The proposal requests funding to establish the participation of the Texas Advanced Computing Center (TACC) as a Resource Provider (RP) in the Extensible Terascale Facility, also referred to as the ETF or the TeraGrid. ETF is an integrated heterogeneous computing-communication-information system designed to provide the national science and engineering community with unparalleled access to secure state-of-the-art cyberinfrastructure resources and services. ETF seamlessly integrates the highest-end computing resources available to the open science community, including powerful and innovative systems at TACC, sophisticated scientific instruments, and diverse data collections, using software tools and services that enable their effective use.
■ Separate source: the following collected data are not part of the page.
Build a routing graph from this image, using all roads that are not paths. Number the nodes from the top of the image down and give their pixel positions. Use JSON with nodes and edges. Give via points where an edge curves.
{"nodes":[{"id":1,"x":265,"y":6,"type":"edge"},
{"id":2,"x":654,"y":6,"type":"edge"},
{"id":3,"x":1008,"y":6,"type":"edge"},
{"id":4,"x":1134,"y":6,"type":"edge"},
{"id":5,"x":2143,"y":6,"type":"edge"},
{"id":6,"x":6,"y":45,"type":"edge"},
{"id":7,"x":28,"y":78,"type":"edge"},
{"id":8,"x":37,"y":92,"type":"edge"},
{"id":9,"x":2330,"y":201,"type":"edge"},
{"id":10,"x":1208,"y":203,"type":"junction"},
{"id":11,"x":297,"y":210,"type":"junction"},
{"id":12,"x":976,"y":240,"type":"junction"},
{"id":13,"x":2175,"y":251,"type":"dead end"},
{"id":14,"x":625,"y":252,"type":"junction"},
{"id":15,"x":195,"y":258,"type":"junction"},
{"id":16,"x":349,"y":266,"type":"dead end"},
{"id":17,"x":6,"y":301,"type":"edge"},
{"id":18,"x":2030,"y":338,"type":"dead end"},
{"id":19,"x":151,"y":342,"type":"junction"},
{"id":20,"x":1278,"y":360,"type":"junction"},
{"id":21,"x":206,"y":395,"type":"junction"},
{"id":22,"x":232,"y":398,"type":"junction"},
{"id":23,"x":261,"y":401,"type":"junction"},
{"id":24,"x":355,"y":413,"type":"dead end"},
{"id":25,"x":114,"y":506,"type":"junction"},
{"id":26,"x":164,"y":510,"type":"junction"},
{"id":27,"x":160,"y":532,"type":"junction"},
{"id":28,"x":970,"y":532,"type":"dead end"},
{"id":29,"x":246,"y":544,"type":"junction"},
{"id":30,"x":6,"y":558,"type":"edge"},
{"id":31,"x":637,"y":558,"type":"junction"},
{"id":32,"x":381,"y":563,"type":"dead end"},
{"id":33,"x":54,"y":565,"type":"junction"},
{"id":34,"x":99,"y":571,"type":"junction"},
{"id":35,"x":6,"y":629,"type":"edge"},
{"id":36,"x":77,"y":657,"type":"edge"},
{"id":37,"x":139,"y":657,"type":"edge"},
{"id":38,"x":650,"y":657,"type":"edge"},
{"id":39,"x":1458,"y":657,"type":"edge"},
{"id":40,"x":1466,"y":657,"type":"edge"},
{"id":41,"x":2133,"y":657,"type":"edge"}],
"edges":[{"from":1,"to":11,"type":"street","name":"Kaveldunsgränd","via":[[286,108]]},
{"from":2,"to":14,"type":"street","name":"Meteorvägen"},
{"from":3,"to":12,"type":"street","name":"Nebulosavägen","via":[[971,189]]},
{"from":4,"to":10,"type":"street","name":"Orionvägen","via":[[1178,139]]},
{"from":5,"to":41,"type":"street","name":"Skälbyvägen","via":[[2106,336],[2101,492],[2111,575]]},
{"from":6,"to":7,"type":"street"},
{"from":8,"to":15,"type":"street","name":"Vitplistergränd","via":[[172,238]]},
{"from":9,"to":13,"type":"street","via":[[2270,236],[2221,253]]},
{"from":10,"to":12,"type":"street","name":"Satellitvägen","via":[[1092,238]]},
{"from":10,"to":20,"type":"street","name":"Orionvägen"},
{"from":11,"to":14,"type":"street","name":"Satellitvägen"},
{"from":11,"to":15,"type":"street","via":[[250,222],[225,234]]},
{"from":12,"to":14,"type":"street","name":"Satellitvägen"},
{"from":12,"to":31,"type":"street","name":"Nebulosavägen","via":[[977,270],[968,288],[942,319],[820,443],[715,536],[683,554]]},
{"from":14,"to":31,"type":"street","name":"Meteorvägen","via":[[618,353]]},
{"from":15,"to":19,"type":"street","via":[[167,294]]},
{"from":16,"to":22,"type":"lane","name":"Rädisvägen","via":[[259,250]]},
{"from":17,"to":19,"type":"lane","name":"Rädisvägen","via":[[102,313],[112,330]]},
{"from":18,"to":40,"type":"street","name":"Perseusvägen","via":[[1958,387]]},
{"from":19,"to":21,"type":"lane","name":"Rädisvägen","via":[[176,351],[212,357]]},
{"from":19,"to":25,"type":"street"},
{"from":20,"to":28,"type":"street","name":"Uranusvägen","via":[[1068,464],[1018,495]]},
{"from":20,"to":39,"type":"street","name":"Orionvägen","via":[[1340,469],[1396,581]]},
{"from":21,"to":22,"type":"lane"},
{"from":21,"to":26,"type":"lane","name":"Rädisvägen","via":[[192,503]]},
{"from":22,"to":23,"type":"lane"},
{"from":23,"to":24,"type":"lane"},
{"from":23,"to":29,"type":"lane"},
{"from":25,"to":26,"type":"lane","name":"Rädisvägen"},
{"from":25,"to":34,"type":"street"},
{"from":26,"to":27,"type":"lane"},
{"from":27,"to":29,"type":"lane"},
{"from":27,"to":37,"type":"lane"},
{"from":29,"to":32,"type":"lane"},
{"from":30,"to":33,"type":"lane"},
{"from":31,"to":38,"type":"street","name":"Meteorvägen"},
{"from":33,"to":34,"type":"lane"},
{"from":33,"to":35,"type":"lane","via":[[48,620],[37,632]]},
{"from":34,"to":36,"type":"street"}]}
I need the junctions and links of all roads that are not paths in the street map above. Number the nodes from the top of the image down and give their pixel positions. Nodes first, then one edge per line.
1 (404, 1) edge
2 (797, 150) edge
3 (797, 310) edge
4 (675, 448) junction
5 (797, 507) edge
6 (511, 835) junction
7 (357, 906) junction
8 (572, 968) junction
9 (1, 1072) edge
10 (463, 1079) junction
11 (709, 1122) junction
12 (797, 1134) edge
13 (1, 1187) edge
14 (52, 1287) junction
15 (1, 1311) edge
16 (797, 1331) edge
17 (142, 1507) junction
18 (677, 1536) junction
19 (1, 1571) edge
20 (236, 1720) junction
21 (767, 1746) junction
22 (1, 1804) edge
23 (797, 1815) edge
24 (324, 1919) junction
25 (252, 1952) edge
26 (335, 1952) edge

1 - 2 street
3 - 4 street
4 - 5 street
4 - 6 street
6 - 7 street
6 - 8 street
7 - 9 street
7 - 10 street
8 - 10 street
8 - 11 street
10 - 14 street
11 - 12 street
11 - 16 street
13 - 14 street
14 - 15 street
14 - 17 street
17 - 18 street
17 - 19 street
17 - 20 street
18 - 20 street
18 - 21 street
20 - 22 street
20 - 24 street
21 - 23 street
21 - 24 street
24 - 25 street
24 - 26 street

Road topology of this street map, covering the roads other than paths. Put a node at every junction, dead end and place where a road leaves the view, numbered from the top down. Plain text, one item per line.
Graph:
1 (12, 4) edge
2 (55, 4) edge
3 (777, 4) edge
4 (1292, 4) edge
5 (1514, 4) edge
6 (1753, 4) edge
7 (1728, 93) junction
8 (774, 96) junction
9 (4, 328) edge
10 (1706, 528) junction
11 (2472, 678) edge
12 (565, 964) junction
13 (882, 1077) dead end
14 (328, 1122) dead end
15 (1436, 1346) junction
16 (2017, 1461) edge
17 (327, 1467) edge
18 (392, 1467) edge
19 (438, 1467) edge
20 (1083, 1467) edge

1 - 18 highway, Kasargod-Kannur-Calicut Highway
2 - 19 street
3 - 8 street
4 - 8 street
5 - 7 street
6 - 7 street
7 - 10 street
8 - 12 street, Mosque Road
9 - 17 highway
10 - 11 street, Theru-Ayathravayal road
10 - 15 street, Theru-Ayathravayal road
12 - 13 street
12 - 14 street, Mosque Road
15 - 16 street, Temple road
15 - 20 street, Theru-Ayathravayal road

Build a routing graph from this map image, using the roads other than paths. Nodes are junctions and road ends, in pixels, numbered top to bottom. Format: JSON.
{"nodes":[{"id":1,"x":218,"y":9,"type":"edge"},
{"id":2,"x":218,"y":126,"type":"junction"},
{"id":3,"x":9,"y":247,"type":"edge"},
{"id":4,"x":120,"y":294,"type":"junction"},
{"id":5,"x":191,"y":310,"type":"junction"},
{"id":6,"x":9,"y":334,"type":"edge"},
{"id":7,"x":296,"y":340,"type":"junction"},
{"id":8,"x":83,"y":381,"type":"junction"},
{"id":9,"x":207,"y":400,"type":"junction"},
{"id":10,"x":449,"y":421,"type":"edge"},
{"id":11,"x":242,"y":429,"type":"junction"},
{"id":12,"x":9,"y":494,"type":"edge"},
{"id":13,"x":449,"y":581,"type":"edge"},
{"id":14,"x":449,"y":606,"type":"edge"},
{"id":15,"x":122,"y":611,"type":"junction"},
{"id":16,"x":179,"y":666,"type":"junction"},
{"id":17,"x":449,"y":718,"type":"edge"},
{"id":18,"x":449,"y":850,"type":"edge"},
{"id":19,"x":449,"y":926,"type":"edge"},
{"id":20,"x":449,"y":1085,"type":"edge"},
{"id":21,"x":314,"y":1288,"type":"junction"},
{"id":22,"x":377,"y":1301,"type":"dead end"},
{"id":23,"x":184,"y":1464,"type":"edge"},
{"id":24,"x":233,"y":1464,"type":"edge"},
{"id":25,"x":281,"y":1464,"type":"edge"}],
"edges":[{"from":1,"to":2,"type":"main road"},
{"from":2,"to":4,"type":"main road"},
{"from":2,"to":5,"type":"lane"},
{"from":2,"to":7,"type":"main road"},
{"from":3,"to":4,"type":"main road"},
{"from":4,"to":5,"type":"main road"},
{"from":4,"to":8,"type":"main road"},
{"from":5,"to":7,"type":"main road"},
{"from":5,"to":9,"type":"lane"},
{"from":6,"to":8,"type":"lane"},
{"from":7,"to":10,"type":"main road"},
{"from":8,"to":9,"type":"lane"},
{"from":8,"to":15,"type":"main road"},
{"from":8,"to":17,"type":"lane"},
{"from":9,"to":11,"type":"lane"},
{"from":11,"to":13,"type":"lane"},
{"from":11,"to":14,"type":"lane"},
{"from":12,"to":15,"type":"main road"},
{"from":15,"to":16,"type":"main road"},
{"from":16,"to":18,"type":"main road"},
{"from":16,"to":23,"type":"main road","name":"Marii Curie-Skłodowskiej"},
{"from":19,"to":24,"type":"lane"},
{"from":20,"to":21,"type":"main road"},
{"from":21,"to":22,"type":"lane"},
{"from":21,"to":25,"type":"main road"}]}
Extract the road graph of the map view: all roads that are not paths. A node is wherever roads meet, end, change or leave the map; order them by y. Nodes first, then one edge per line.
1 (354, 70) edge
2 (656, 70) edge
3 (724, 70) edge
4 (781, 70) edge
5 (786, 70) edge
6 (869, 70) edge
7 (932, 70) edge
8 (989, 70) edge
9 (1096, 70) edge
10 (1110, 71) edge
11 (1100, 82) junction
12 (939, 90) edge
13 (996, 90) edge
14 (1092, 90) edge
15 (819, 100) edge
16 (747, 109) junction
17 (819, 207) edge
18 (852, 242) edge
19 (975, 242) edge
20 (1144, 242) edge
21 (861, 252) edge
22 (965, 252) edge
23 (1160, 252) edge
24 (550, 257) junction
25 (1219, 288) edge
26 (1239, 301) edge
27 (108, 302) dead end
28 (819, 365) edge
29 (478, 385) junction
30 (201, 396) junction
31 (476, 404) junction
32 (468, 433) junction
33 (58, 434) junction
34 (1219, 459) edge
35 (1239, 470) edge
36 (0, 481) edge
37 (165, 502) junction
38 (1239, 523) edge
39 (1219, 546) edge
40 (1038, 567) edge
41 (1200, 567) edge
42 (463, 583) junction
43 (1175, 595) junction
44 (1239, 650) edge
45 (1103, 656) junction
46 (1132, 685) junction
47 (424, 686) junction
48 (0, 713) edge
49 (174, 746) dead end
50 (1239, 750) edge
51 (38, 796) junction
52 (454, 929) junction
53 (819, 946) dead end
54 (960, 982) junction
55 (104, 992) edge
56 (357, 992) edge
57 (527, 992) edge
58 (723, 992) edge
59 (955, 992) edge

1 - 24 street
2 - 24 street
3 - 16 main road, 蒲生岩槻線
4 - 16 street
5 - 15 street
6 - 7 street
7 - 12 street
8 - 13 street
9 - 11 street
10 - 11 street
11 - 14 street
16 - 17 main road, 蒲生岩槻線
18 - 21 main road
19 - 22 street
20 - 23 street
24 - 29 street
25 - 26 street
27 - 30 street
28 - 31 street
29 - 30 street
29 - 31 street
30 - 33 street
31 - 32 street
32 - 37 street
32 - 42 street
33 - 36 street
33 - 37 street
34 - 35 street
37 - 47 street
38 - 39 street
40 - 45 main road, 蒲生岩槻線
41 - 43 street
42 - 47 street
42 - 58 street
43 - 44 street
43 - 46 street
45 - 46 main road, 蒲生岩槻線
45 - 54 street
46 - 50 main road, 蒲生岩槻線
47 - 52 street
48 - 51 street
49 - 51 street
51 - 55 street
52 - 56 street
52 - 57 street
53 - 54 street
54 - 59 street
Among large-scale comprehensive cyberinfrastructure projects, ETF pioneers the integration of state-of-the-art software services with the policies and procedures of autonomous open national computing centers and universities. As ETF moves into its five-year operations phase, its partner institutions will seek to: deliver the promise of convenient, reliable, secure, persistent computing, data storage, data collection, and real-time instrument capabilities;support user priorities that include new software services such as co-scheduling, meta-scheduling, parameter sweep tools, and advanced data management and handling; and implement and support science gateway services that engage a much larger number of the nation's scientists and engineers in computing-enabled research and education.
Working alongside TACC are eight other ETF partner organizations: Argonne National Laboratory, Indiana University, the National Center for Supercomputing Applications (NCSA), Oak Ridge National Laboratory, Pittsburgh Supercomputing Center (PSC), Purdue University, and the San Diego Supercomputer Center (SDSC).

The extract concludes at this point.